ASSIGNMENT:
Only the lines with "Vodárnou" in the entries below belong in the answer; please copy them.

Collected data entries:
※

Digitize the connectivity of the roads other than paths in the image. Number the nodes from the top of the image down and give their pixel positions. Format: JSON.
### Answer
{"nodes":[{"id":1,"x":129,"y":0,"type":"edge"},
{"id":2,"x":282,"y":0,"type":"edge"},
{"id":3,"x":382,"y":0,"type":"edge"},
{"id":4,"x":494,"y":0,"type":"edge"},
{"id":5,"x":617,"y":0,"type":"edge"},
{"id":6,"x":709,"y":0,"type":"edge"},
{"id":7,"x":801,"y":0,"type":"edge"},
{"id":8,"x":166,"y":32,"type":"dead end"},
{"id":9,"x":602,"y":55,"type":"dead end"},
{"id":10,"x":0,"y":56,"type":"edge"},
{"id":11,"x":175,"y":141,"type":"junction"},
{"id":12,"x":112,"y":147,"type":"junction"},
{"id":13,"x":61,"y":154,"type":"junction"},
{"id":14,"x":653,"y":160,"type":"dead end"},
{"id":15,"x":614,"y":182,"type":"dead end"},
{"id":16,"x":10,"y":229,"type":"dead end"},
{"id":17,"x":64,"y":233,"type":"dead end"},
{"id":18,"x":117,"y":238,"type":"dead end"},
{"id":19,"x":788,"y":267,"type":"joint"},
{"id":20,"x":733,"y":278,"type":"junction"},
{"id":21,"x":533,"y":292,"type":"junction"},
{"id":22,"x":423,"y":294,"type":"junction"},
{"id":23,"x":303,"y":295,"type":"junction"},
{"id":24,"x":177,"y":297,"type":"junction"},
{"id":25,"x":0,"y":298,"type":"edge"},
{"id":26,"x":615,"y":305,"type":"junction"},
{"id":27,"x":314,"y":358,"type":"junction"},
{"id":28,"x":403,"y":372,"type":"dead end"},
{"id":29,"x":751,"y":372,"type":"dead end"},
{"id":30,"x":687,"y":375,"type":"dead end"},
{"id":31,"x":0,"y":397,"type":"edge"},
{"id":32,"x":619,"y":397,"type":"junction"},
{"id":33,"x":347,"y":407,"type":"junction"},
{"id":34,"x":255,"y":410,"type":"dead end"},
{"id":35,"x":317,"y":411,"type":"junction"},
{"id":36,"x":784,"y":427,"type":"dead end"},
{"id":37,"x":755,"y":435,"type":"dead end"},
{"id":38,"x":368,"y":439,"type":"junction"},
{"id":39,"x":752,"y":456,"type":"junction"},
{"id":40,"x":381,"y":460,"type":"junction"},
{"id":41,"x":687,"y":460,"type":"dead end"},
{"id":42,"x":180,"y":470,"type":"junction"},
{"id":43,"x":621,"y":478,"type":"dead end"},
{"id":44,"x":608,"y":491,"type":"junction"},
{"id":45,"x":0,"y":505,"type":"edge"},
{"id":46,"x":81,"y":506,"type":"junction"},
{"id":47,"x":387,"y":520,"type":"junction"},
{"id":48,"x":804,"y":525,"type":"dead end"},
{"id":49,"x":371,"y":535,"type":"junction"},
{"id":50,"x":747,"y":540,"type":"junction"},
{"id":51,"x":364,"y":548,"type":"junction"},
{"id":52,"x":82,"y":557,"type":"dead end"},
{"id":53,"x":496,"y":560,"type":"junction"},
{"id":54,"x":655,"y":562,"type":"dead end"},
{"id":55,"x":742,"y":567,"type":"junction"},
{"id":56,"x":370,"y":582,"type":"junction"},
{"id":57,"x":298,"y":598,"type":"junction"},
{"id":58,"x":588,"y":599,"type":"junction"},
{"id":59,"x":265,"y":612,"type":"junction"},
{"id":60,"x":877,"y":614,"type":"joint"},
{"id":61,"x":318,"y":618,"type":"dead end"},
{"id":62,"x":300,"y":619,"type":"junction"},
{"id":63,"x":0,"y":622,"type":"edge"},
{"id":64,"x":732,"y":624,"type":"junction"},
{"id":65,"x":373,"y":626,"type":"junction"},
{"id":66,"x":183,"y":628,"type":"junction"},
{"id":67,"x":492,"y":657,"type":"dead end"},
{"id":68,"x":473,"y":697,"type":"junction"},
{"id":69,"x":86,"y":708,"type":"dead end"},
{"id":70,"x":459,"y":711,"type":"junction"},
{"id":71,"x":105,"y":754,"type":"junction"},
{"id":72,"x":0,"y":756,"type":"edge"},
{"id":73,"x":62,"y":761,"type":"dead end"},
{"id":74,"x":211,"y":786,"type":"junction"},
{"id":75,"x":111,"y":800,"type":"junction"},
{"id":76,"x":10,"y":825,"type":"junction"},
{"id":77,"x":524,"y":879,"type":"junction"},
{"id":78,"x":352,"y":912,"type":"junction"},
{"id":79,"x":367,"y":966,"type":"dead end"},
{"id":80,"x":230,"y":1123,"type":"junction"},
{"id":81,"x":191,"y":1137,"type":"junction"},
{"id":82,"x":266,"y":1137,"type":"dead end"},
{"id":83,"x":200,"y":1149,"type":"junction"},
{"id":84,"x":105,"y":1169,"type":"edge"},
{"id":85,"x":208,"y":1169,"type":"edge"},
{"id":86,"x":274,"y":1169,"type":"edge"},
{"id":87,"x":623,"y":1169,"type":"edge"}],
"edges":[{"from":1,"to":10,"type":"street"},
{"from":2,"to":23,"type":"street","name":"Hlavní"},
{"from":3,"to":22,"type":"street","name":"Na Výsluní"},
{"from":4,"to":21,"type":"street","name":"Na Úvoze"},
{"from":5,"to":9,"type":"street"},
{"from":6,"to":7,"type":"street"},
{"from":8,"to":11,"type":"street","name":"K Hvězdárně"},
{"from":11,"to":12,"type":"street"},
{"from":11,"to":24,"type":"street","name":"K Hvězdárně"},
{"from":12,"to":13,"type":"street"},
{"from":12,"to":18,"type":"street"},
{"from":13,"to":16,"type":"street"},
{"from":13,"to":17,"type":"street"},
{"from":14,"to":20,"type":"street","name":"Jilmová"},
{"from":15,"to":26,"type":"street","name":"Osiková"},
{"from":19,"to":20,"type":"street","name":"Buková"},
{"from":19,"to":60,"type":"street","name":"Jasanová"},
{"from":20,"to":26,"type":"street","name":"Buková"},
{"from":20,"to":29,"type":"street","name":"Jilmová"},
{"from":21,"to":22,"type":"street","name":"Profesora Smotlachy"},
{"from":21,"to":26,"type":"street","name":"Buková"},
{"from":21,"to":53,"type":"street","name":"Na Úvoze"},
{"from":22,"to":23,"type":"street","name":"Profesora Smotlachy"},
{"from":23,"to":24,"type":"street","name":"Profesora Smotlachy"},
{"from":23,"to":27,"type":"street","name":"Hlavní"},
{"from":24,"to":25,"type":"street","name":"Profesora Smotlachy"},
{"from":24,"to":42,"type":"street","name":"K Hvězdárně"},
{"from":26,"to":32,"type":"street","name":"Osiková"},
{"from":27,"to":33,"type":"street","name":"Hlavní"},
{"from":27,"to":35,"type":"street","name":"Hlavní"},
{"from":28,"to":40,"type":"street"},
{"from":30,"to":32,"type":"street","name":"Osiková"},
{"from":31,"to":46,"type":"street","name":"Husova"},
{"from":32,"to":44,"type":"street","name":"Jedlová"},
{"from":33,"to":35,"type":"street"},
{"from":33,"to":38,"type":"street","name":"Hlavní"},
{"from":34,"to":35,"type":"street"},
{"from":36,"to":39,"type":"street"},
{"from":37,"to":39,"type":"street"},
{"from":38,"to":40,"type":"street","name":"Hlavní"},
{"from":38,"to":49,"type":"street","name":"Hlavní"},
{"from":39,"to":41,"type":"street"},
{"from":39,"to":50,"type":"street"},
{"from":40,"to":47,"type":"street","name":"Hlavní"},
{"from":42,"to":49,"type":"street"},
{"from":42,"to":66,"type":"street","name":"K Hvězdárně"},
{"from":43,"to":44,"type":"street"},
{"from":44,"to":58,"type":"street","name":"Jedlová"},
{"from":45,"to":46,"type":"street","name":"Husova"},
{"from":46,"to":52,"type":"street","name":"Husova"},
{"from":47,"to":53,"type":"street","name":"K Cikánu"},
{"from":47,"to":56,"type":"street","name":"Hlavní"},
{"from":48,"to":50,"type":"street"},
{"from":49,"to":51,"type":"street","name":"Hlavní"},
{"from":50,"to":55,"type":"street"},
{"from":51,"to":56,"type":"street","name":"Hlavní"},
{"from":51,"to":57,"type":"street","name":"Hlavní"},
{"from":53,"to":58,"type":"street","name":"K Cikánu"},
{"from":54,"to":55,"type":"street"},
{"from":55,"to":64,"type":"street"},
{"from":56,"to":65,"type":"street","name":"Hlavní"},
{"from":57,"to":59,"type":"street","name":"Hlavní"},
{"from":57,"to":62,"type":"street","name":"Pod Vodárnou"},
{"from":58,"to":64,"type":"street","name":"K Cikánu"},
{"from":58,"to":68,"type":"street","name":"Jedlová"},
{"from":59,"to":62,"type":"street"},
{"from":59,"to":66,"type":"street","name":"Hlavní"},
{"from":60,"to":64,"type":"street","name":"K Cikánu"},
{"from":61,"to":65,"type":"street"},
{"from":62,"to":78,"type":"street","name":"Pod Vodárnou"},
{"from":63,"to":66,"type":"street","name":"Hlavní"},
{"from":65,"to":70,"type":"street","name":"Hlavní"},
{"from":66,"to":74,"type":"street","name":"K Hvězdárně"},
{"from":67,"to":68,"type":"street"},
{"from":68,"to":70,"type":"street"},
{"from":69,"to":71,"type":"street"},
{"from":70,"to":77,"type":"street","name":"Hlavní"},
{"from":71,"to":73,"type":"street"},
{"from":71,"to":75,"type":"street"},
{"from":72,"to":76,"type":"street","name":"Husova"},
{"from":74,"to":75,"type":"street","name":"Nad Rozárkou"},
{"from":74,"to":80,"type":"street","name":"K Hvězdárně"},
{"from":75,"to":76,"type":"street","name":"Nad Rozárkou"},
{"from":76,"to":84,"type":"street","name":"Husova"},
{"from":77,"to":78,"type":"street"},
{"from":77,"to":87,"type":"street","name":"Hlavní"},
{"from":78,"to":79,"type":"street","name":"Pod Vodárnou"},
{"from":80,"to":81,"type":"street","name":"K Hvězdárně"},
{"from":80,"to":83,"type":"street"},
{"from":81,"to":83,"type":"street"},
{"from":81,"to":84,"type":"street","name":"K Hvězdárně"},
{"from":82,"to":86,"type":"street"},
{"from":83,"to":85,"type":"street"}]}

※

ANSWER BOX:
{"from":57,"to":62,"type":"street","name":"Pod Vodárnou"},
{"from":62,"to":78,"type":"street","name":"Pod Vodárnou"},
{"from":78,"to":79,"type":"street","name":"Pod Vodárnou"},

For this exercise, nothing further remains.